Si "Le mur" conduit son héros et narrateur, Pablo, de la
politique à la farce, c'est l'inverse qui advient dans "L'enfance
d'un chef" : commencé dans la comédie généralisée, le parcours
de Lucien s'achève dans un engagement politique à l'extrême
droite qui, pour dérisoire qu'il soit chez ce personnage, ne
laisse pas de faire froid dans le dos.
Quant à "La chambre" et à "Intimité", voilà deux nouvelles
qui prennent pour objet le couple et la folie, mais de façon
inverse : Agathe entre dans la démence de Pierre et le
protège contre la médecine positiviste, Lulu fuit la folie passionnelle
pour la sécurité de la névrose conjugale. Cette organisation
désigne un centre, "Érostrate", autre histoire de folie, paranoïaque
et meurtrière : la folie de la gloire, celle de l'écriture
aussi bien.
Et quand Paul Hilbert, le forcené, adresse "à deux cents écrivains
français" une lettre contre l'humanisme, ce Paul qui en veut
aux gens, c'est encore Jean-Paul, poursuivant la guerre contre
l'humanisme déclarée dans La Nausée. Là se trouve
peut-être la question autour de laquelle, s'organise Le Mur :
comment regarder l'homme du dehors ? Et chaque nouvelle
explore une façon de prendre ses distances avec l'humain.

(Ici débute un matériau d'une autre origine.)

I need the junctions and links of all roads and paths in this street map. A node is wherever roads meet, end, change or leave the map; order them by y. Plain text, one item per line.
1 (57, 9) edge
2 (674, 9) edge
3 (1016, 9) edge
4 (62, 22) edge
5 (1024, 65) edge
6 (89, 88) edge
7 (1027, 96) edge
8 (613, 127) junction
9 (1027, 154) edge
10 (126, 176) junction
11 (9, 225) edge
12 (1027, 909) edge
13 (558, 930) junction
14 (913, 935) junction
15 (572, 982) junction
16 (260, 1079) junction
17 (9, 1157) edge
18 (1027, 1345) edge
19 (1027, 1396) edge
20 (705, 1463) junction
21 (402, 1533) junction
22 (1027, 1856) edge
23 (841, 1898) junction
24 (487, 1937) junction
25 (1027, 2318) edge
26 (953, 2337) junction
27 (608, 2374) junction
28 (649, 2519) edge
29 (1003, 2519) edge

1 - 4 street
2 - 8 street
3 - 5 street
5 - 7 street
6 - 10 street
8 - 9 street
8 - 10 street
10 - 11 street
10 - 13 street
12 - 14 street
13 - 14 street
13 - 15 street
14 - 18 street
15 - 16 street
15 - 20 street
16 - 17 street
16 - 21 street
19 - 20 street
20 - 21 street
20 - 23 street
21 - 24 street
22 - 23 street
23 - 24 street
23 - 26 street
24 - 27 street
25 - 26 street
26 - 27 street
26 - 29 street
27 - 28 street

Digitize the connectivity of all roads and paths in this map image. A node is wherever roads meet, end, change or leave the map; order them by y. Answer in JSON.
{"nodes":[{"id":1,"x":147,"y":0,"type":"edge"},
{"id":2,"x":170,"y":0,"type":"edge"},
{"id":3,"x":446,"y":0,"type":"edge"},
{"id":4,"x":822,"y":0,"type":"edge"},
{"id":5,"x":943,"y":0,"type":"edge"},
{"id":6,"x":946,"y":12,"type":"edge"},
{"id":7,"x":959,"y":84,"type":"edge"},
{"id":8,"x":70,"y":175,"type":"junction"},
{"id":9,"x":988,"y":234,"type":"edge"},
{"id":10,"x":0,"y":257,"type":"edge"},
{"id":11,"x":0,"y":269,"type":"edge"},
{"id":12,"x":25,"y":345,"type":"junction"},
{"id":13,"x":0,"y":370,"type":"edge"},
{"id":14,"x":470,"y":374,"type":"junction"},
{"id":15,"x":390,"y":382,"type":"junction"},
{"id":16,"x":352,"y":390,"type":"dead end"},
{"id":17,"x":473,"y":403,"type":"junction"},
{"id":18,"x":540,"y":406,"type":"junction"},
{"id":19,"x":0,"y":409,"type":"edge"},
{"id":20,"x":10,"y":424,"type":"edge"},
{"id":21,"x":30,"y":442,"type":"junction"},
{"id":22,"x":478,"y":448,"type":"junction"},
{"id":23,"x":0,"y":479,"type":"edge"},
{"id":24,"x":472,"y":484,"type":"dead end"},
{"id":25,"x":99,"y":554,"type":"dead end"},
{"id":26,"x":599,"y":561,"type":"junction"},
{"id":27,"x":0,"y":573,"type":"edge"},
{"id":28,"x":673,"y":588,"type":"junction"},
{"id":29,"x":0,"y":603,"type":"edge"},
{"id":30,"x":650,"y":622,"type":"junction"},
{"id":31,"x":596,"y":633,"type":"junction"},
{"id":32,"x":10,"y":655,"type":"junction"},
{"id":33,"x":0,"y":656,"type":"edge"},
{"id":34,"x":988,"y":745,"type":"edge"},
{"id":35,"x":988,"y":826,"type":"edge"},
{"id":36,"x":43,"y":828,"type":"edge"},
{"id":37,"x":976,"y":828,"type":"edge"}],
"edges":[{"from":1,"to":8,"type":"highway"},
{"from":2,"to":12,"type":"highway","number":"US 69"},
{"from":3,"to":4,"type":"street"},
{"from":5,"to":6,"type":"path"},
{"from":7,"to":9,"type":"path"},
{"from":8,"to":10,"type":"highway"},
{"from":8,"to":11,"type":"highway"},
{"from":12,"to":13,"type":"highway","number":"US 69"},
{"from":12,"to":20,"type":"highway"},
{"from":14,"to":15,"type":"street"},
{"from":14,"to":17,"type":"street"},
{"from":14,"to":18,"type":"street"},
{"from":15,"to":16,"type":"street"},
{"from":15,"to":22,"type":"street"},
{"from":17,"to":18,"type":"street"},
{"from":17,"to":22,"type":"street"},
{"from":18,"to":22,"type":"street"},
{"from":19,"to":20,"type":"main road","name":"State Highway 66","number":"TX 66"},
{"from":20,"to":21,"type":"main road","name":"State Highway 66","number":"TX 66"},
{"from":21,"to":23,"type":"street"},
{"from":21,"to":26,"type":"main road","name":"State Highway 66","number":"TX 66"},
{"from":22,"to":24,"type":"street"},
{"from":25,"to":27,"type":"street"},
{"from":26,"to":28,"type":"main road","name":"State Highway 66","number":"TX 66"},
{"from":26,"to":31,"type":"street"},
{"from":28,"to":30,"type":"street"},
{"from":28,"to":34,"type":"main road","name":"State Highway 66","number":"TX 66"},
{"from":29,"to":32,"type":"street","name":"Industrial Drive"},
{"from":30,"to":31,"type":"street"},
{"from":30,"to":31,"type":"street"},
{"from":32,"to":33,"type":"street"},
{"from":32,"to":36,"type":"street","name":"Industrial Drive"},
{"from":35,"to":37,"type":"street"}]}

En un sens, après Le Mur, Sartre n'a plus rien à
prouver comme nouvelliste. Et pour qui veut décrire le brassage
des vies dans la fureur de l'Histoire et de la guerre, il se
peut que le genre soit un peu étroit : aussi le roman Le Sursis,
qui paraît en 1945, est-il fait de l'entrecroisement de plusieurs
nouvelles que l'écrivain a démembrées et recousues.
L'article intégral de Jean-François Louette est publié
dans le catalogue
de l'exposition.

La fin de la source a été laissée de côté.